"Makanya, jangan kebanyakan membaca situs fin—"
"Fanfiction?"
"Yah—itulah."
"Urm, kau benar."
"Yah..."
"Karena hidup tak semulus cerita-cerita di sana."
"Karena dalam kisah kita, takkan ada kata bahagia pada akhirnya."
"Berjanjilah jangan mengatakan sesuatu yang pesimistik seperti itu."
"Yang bisa kulakukan hanya berucap janji, Jongin. Tanpa tahu kapan aku bisa menepatinya... Aku terlalu lelah menghadapi kenyataan."
Waktu sejenak berhenti berputar, sementara aku terpasung dalam pusarannya. Tak bergerak; statis dan membeku. Merajai ruang hampa yang selalu kudambakan. Adalah kehadirannya, yang mengisi tiap ruang terkecil dalam pori-pori. Mengalir seirama aliran darah dalam arteri, berdetak senada dengan dentum jantung, bersenandung selirik dengan lullaby sang peri welas asih. Aku masih mengenalnya walau yang kini kutahu hanya lembut suaranya. Aku masih merasakan bahwa ia masih ada di dunia dengan hawa hangat yang entah dari mana asalnya. Aku tahu ia masih ada. Atau setidaknya, aku berharap seperti itu.
"Kau harus makan, Jongin."
"Mana Kyungsoo?"
Sehun mendesah sambil memijit pelipisnya frustrasi. "Kyungsoo tak ada di sini. Berhenti menanyakan hal yang sama."
"Aku mau Kyungsoo."
"Jongin." Sehun memanggilnya dengan nada tegas. "Kyungsoo tak akan kembali ke sini. Jadi lup—"
"Aku ingin Kyungsoo. Aku ingin dia. Aku menginginkan Kyungsoo-ku," rintih Jongin. Ia terisak pelan seperti anak kecil. Perban yang membalut melingkar menutupi matanya bergetar pelan.
Sehun menatap sahabatnya nanar.
.
.
.
Cerita ini bermula ketika mereka beranjak dewasa. Mengerti dan mulai paham apa itu cinta. Adalah sebuah perasaan yang terjalin rapi menembus semua perbedaan—dan persamaan—di antara keduanya. Mereka saling mencintai; melupakan kodrat bahwa tak seharusnya mereka bersama. Mereka dicemooh, dihina, dicaci, dimaki, dikucilkan, dibuang—diinjak-injak. Baik orangtua Jongin dan Kyungsoo tak pernah setuju anak mereka menjadi seorang pecinta sesama jenis, pendosa, pelanggar norma, anak tak tahu diri, membuat malu keluarga—atau cacian sejenis. Mereka tak sudi melihat anak mereka lagi. Mereka membuangnya.
Hanya beberapa teman-teman mereka yang mau berbesar hati menerima mereka.

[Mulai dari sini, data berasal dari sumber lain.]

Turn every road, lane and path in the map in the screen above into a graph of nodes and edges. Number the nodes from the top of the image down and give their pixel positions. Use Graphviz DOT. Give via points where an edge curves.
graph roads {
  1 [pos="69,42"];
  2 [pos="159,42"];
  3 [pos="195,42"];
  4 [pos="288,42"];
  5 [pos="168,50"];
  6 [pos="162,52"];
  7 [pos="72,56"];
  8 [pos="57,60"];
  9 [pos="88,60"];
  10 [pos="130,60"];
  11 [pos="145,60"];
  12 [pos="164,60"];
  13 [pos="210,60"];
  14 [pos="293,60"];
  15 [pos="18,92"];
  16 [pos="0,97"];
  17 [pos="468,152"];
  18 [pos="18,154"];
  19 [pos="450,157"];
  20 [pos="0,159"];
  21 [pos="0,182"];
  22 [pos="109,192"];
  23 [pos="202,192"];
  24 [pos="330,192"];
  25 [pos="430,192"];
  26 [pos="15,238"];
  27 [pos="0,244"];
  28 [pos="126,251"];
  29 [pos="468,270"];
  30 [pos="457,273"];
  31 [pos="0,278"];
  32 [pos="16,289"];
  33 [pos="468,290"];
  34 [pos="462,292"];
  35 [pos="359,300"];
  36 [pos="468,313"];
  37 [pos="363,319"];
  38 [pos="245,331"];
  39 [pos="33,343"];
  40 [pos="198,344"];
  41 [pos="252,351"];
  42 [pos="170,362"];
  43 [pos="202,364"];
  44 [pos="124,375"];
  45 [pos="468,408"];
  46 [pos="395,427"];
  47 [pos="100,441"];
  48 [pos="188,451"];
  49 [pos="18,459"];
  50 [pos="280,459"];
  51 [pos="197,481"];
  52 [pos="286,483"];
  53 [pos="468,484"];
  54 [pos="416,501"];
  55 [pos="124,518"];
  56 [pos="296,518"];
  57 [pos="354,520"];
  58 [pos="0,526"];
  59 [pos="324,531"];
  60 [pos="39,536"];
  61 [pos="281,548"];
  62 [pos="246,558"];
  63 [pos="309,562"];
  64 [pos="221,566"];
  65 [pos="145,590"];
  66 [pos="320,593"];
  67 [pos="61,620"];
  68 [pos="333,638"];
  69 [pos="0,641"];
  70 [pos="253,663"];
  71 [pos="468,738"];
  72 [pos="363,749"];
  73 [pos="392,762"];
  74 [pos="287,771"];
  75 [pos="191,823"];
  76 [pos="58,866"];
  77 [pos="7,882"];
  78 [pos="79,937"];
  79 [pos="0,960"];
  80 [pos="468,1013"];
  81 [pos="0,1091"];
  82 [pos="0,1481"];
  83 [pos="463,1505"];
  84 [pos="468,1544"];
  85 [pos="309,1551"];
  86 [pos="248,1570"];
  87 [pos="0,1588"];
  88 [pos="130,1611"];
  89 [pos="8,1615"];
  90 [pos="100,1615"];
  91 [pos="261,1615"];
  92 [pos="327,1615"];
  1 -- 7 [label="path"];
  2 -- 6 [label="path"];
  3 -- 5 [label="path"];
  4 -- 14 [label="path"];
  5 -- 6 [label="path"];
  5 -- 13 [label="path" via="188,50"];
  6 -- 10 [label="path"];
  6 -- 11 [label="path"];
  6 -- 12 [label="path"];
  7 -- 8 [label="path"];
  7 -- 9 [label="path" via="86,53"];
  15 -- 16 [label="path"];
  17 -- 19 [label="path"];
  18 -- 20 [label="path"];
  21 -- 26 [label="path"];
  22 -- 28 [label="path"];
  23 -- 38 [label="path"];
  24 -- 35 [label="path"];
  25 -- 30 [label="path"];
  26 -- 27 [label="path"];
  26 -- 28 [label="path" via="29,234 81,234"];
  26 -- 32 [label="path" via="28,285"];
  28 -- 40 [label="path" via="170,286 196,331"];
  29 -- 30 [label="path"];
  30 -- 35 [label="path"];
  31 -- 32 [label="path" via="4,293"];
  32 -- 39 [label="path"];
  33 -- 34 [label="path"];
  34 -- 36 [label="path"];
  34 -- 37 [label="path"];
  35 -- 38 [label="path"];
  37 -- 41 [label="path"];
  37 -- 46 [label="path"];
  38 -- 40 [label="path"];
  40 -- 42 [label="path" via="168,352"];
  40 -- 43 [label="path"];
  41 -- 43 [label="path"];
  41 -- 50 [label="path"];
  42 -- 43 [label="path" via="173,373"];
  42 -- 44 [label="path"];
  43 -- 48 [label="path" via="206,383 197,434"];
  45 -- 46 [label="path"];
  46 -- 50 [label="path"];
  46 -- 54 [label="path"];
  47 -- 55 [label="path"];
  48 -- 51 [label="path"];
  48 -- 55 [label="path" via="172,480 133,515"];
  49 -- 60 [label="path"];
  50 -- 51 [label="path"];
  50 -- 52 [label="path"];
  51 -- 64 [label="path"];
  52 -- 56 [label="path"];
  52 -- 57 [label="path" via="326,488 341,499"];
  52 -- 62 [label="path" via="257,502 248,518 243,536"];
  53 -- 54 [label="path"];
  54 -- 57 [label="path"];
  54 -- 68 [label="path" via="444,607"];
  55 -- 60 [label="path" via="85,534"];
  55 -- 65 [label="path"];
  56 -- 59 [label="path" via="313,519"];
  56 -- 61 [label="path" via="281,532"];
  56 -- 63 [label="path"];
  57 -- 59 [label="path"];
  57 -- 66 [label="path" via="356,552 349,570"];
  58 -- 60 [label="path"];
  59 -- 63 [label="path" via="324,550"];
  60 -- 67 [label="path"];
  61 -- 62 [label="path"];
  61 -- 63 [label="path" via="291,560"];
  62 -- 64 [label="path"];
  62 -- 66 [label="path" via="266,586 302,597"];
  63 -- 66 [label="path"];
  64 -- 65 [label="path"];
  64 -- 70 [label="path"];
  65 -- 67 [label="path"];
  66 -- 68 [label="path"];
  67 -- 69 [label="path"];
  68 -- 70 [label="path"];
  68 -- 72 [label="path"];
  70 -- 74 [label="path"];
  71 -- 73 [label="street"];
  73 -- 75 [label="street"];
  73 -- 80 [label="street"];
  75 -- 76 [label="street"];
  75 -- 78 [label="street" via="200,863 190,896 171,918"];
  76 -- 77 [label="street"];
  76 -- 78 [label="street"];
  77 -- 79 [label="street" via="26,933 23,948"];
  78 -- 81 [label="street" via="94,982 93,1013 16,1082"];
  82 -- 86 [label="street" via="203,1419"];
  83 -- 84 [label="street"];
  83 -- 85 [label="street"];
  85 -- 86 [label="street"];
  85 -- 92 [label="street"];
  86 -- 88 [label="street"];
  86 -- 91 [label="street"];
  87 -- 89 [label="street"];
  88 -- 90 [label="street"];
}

Memberikan ruang bagi mereka untuk mendeklarasikan cinta.
Bukankah mereka hanya saling mencintai? Lalu bagian mananya yang salah? Bagian mana, yang membuat orangtua mereka, merasa janggal? Apa karena keduanya sama-sama lelaki, jadi mereka tak dapat bersatu? Apa karena itu, cinta mereka jadi salah?
Dengan berbekal ijazah Sekolah Menengah Atas yang mereka miliki—mereka mulai kehidupan dari nol. Dari awal. Sebagai Kim Jongin dan Do Kyungsoo yang baru. Sebagai dua sejoli yang akan menatap lurus ke depan, menghadapi semua yang datang menerpa dengan genggaman tangan yang akan kia mengerat.
Kyungsoo bekerja sebagai pelayan di sebuah restoran kecil di pinggir kota. Sementara Jongin bekerja sebagai bartender di sebuah klub hiburan malam.
Mereka mulai kehidupan seperti orang normal lainnya. Menyisihkan waktu di akhir pekan hanya untuk obrolan ringan dan kecup mesra yang akan membawa mereka pada malam panjang yang bergelora.
Saat akhir pekan datang, ketika keduanya dibebastugaskan dari pekerjaan masing-masing, Jongin akan duduk di belakang rumah kecil sewaan mereka, dengan Kyungsoo yang merebahkan diri di atasnya. Mereka akan menceritakan kisah unik mereka selama seminggu itu.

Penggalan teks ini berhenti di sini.